> Exercise instructions
Write out each entry below exactly. Do not include the images.
BEGIN
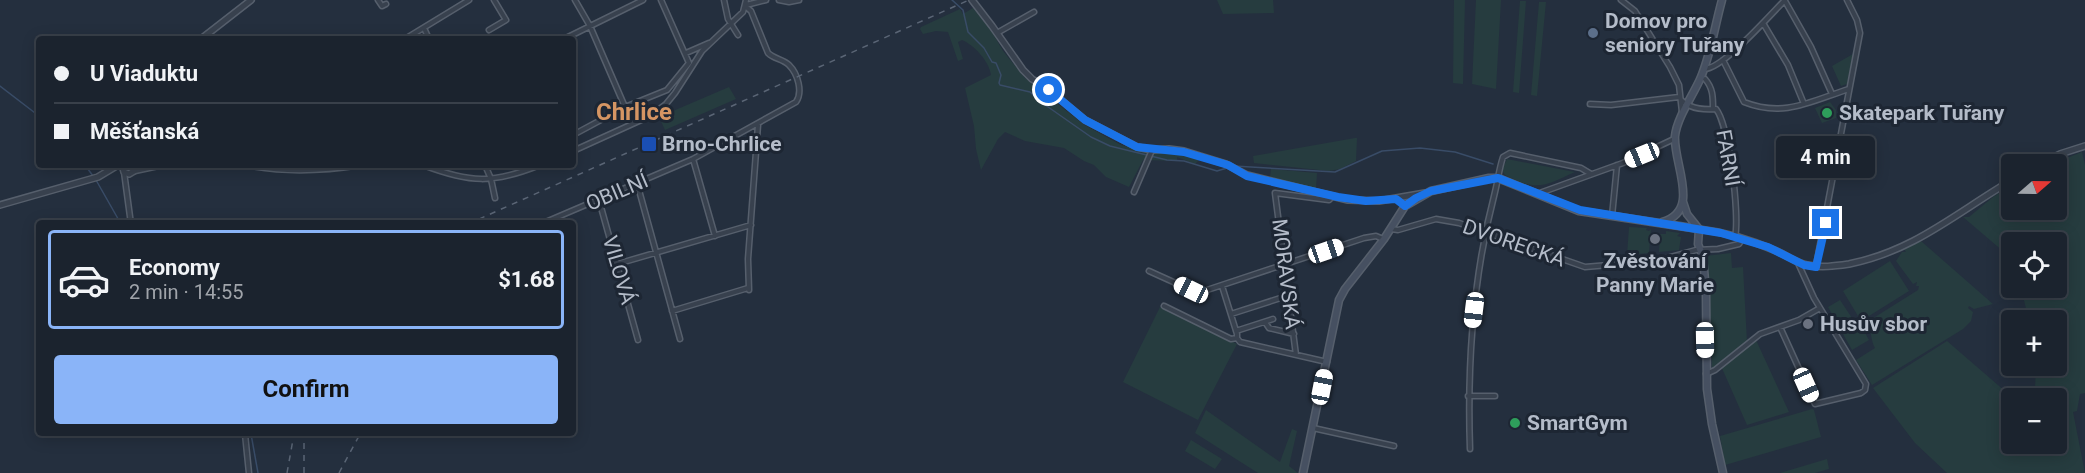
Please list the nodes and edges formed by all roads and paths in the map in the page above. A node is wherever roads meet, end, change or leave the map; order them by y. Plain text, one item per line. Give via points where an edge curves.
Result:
1 (251, 0) edge
2 (378, 0) edge
3 (468, 0) edge
4 (494, 0) edge
5 (575, 0) edge
6 (643, 0) edge
7 (661, 0) edge
8 (724, 0) edge
9 (746, 0) edge
10 (766, 0) edge
11 (779, 0) edge
12 (799, 0) edge
13 (972, 0) edge
14 (1622, 0) edge
15 (1722, 0) edge
16 (1785, 0) edge
17 (1847, 0) edge
18 (386, 4) dead end
19 (745, 6) junction
20 (1034, 12) dead end
21 (731, 23) junction
22 (1763, 23) junction
23 (590, 26) junction
24 (424, 28) junction
25 (489, 30) dead end
26 (998, 33) junction
27 (738, 35) dead end
28 (205, 36) edge
29 (410, 36) edge
30 (428, 36) edge
31 (570, 36) edge
32 (710, 43) junction
33 (686, 53) junction
34 (1723, 60) junction
35 (1703, 74) junction
36 (1849, 89) junction
37 (1832, 94) junction
38 (1679, 97) junction
39 (1590, 104) dead end
40 (1688, 104) junction
41 (1804, 104) junction
42 (625, 107) junction
43 (1713, 109) junction
44 (1683, 116) junction
45 (758, 124) junction
46 (576, 133) edge
47 (1675, 139) junction
48 (2085, 146) edge
49 (576, 150) edge
50 (1152, 150) junction
51 (2060, 154) edge
52 (693, 159) junction
53 (1617, 165) junction
54 (122, 168) edge
55 (267, 168) edge
56 (338, 168) edge
57 (432, 168) edge
58 (486, 168) edge
59 (532, 168) edge
60 (135, 169) edge
61 (1591, 174) junction
62 (1498, 178) junction
63 (491, 179) junction
64 (637, 183) junction
65 (2001, 187) edge
66 (127, 190) junction
67 (1134, 192) dead end
68 (1425, 193) junction
69 (1537, 194) junction
70 (1333, 196) junction
71 (495, 198) dead end
72 (1394, 199) junction
73 (599, 200) junction
74 (1683, 202) junction
75 (0, 205) edge
76 (1405, 206) junction
77 (1612, 216) junction
78 (131, 220) edge
79 (551, 220) edge
80 (1657, 223) junction
81 (752, 225) junction
82 (1391, 228) junction
83 (1699, 229) junction
84 (1484, 232) junction
85 (715, 236) junction
86 (1735, 237) junction
87 (1384, 239) junction
88 (1742, 239) junction
89 (1699, 250) junction
90 (656, 253) junction
91 (1798, 262) junction
92 (617, 264) junction
93 (1285, 265) junction
94 (1806, 265) junction
95 (1816, 267) junction
96 (1149, 271) dead end
97 (1802, 273) junction
98 (1222, 286) junction
99 (1290, 295) junction
100 (1164, 306) dead end
101 (1820, 308) junction
102 (672, 311) junction
103 (1231, 314) junction
104 (1273, 320) dead end
105 (1265, 322) junction
106 (1780, 327) junction
107 (1236, 331) junction
108 (1294, 334) junction
109 (1237, 338) junction
110 (680, 339) dead end
111 (638, 340) dead end
112 (1296, 355) junction
113 (1327, 362) junction
114 (1706, 374) junction
115 (1468, 396) junction
116 (1495, 396) dead end
117 (1313, 428) junction
118 (245, 436) edge
119 (1394, 446) dead end
120 (1470, 449) dead end
121 (249, 473) edge
122 (1303, 473) edge
123 (1724, 473) edge

1 - 28 street
2 - 18 street via 382,6
3 - 24 street
4 - 25 street via 506,20
5 - 23 street
6 - 23 street
7 - 33 street
8 - 21 street
9 - 19 street
10 - 19 street
11 - 12 street
13 - 26 street
14 - 38 street via 1635,11 1670,67 1680,85
15 - 35 main road
16 - 22 street
16 - 37 street
17 - 36 street via 1860,29
19 - 21 street
19 - 45 street, OBILNÍ via 751,11 768,53 788,64 800,91 797,100
20 - 26 street
21 - 27 street
21 - 32 street
22 - 34 street
22 - 41 street via 1788,65
23 - 31 street
23 - 42 street
24 - 29 street
24 - 30 street
26 - 50 street via 1032,79 1085,120 1121,141
32 - 33 street
32 - 49 street via 657,112
33 - 42 street via 690,62 667,90
34 - 35 street
34 - 41 street via 1744,102 1772,110
35 - 40 main road
35 - 43 street via 1713,93
36 - 37 street
36 - 95 street
37 - 41 street
38 - 39 street
38 - 40 street
38 - 44 street
40 - 43 street, FARNÍ via 1702,111
40 - 44 main road
42 - 46 street
43 - 86 street, FARNÍ via 1726,133 1737,224
44 - 47 main road
45 - 52 street, OBILNÍ
45 - 81 street
47 - 53 street
47 - 74 main road
48 - 51 street
50 - 67 street
50 - 70 street via 1169,149 1199,156 1247,176
52 - 64 street, OBILNÍ
52 - 85 street
53 - 61 street
53 - 77 street
54 - 60 street
54 - 66 street
54 - 75 street
55 - 56 street
57 - 63 street via 463,178
58 - 63 street
59 - 63 street
60 - 66 street
61 - 62 street via 1581,168 1510,153 1503,157
61 - 69 street
62 - 68 main road
62 - 69 main road
62 - 84 street
63 - 71 street
64 - 73 street, OBILNÍ
64 - 90 street
65 - 95 street via 1917,240 1874,257
66 - 78 street
68 - 72 street
68 - 76 main road
69 - 77 main road via 1566,207
70 - 72 street via 1366,201
70 - 93 street, MORAVSKÁ via 1329,200 1275,194
72 - 76 street
73 - 79 street, OBILNÍ
73 - 92 street, VILOVÁ
74 - 80 main road via 1677,216
74 - 83 main road
76 - 82 main road
77 - 80 main road
80 - 83 main road
81 - 85 street
81 - 102 street via 748,289
82 - 84 street, DVORECKÁ via 1398,230 1436,219
82 - 87 main road
83 - 86 street
83 - 89 main road
84 - 89 street, DVORECKÁ via 1585,267 1656,261
84 - 115 street via 1470,342
85 - 90 street
86 - 88 street
87 - 93 street via 1364,238
87 - 113 main road via 1341,296
88 - 89 street, DVORECKÁ via 1739,244 1723,249
88 - 91 street
89 - 114 main road via 1706,293
90 - 92 street
90 - 102 street
91 - 94 street
91 - 97 street
92 - 111 street, VILOVÁ
93 - 98 street
93 - 99 street, MORAVSKÁ
94 - 95 street
94 - 97 street
96 - 98 street via 1199,292
97 - 101 street
98 - 103 street
99 - 103 street
99 - 108 street, MORAVSKÁ
100 - 109 street via 1233,340
101 - 106 street
101 - 106 street via 1866,384 1861,393 1815,404
102 - 110 street
103 - 107 street
104 - 105 street
105 - 107 street
105 - 108 street via 1269,328
106 - 114 street via 1760,334
107 - 109 street
108 - 112 street, MORAVSKÁ
109 - 112 street via 1240,342
112 - 113 street
113 - 117 main road
114 - 123 main road
115 - 116 street
115 - 120 street
117 - 119 street
117 - 122 main road
118 - 121 street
END
> Exercise result
Please list the nodes and edges formed by all roads and paths in the map in the page above. A node is wherever roads meet, end, change or leave the map; order them by y. Plain text, one item per line. Give via points where an edge curves.
Result:
1 (251, 0) edge
2 (378, 0) edge
3 (468, 0) edge
4 (494, 0) edge
5 (575, 0) edge
6 (643, 0) edge
7 (661, 0) edge
8 (724, 0) edge
9 (746, 0) edge
10 (766, 0) edge
11 (779, 0) edge
12 (799, 0) edge
13 (972, 0) edge
14 (1622, 0) edge
15 (1722, 0) edge
16 (1785, 0) edge
17 (1847, 0) edge
18 (386, 4) dead end
19 (745, 6) junction
20 (1034, 12) dead end
21 (731, 23) junction
22 (1763, 23) junction
23 (590, 26) junction
24 (424, 28) junction
25 (489, 30) dead end
26 (998, 33) junction
27 (738, 35) dead end
28 (205, 36) edge
29 (410, 36) edge
30 (428, 36) edge
31 (570, 36) edge
32 (710, 43) junction
33 (686, 53) junction
34 (1723, 60) junction
35 (1703, 74) junction
36 (1849, 89) junction
37 (1832, 94) junction
38 (1679, 97) junction
39 (1590, 104) dead end
40 (1688, 104) junction
41 (1804, 104) junction
42 (625, 107) junction
43 (1713, 109) junction
44 (1683, 116) junction
45 (758, 124) junction
46 (576, 133) edge
47 (1675, 139) junction
48 (2085, 146) edge
49 (576, 150) edge
50 (1152, 150) junction
51 (2060, 154) edge
52 (693, 159) junction
53 (1617, 165) junction
54 (122, 168) edge
55 (267, 168) edge
56 (338, 168) edge
57 (432, 168) edge
58 (486, 168) edge
59 (532, 168) edge
60 (135, 169) edge
61 (1591, 174) junction
62 (1498, 178) junction
63 (491, 179) junction
64 (637, 183) junction
65 (2001, 187) edge
66 (127, 190) junction
67 (1134, 192) dead end
68 (1425, 193) junction
69 (1537, 194) junction
70 (1333, 196) junction
71 (495, 198) dead end
72 (1394, 199) junction
73 (599, 200) junction
74 (1683, 202) junction
75 (0, 205) edge
76 (1405, 206) junction
77 (1612, 216) junction
78 (131, 220) edge
79 (551, 220) edge
80 (1657, 223) junction
81 (752, 225) junction
82 (1391, 228) junction
83 (1699, 229) junction
84 (1484, 232) junction
85 (715, 236) junction
86 (1735, 237) junction
87 (1384, 239) junction
88 (1742, 239) junction
89 (1699, 250) junction
90 (656, 253) junction
91 (1798, 262) junction
92 (617, 264) junction
93 (1285, 265) junction
94 (1806, 265) junction
95 (1816, 267) junction
96 (1149, 271) dead end
97 (1802, 273) junction
98 (1222, 286) junction
99 (1290, 295) junction
100 (1164, 306) dead end
101 (1820, 308) junction
102 (672, 311) junction
103 (1231, 314) junction
104 (1273, 320) dead end
105 (1265, 322) junction
106 (1780, 327) junction
107 (1236, 331) junction
108 (1294, 334) junction
109 (1237, 338) junction
110 (680, 339) dead end
111 (638, 340) dead end
112 (1296, 355) junction
113 (1327, 362) junction
114 (1706, 374) junction
115 (1468, 396) junction
116 (1495, 396) dead end
117 (1313, 428) junction
118 (245, 436) edge
119 (1394, 446) dead end
120 (1470, 449) dead end
121 (249, 473) edge
122 (1303, 473) edge
123 (1724, 473) edge

1 - 28 street
2 - 18 street via 382,6
3 - 24 street
4 - 25 street via 506,20
5 - 23 street
6 - 23 street
7 - 33 street
8 - 21 street
9 - 19 street
10 - 19 street
11 - 12 street
13 - 26 street
14 - 38 street via 1635,11 1670,67 1680,85
15 - 35 main road
16 - 22 street
16 - 37 street
17 - 36 street via 1860,29
19 - 21 street
19 - 45 street, OBILNÍ via 751,11 768,53 788,64 800,91 797,100
20 - 26 street
21 - 27 street
21 - 32 street
22 - 34 street
22 - 41 street via 1788,65
23 - 31 street
23 - 42 street
24 - 29 street
24 - 30 street
26 - 50 street via 1032,79 1085,120 1121,141
32 - 33 street
32 - 49 street via 657,112
33 - 42 street via 690,62 667,90
34 - 35 street
34 - 41 street via 1744,102 1772,110
35 - 40 main road
35 - 43 street via 1713,93
36 - 37 street
36 - 95 street
37 - 41 street
38 - 39 street
38 - 40 street
38 - 44 street
40 - 43 street, FARNÍ via 1702,111
40 - 44 main road
42 - 46 street
43 - 86 street, FARNÍ via 1726,133 1737,224
44 - 47 main road
45 - 52 street, OBILNÍ
45 - 81 street
47 - 53 street
47 - 74 main road
48 - 51 street
50 - 67 street
50 - 70 street via 1169,149 1199,156 1247,176
52 - 64 street, OBILNÍ
52 - 85 street
53 - 61 street
53 - 77 street
54 - 60 street
54 - 66 street
54 - 75 street
55 - 56 street
57 - 63 street via 463,178
58 - 63 street
59 - 63 street
60 - 66 street
61 - 62 street via 1581,168 1510,153 1503,157
61 - 69 street
62 - 68 main road
62 - 69 main road
62 - 84 street
63 - 71 street
64 - 73 street, OBILNÍ
64 - 90 street
65 - 95 street via 1917,240 1874,257
66 - 78 street
68 - 72 street
68 - 76 main road
69 - 77 main road via 1566,207
70 - 72 street via 1366,201
70 - 93 street, MORAVSKÁ via 1329,200 1275,194
72 - 76 street
73 - 79 street, OBILNÍ
73 - 92 street, VILOVÁ
74 - 80 main road via 1677,216
74 - 83 main road
76 - 82 main road
77 - 80 main road
80 - 83 main road
81 - 85 street
81 - 102 street via 748,289
82 - 84 street, DVORECKÁ via 1398,230 1436,219
82 - 87 main road
83 - 86 street
83 - 89 main road
84 - 89 street, DVORECKÁ via 1585,267 1656,261
84 - 115 street via 1470,342
85 - 90 street
86 - 88 street
87 - 93 street via 1364,238
87 - 113 main road via 1341,296
88 - 89 street, DVORECKÁ via 1739,244 1723,249
88 - 91 street
89 - 114 main road via 1706,293
90 - 92 street
90 - 102 street
91 - 94 street
91 - 97 street
92 - 111 street, VILOVÁ
93 - 98 street
93 - 99 street, MORAVSKÁ
94 - 95 street
94 - 97 street
96 - 98 street via 1199,292
97 - 101 street
98 - 103 street
99 - 103 street
99 - 108 street, MORAVSKÁ
100 - 109 street via 1233,340
101 - 106 street
101 - 106 street via 1866,384 1861,393 1815,404
102 - 110 street
103 - 107 street
104 - 105 street
105 - 107 street
105 - 108 street via 1269,328
106 - 114 street via 1760,334
107 - 109 street
108 - 112 street, MORAVSKÁ
109 - 112 street via 1240,342
112 - 113 street
113 - 117 main road
114 - 123 main road
115 - 116 street
115 - 120 street
117 - 119 street
117 - 122 main road
118 - 121 street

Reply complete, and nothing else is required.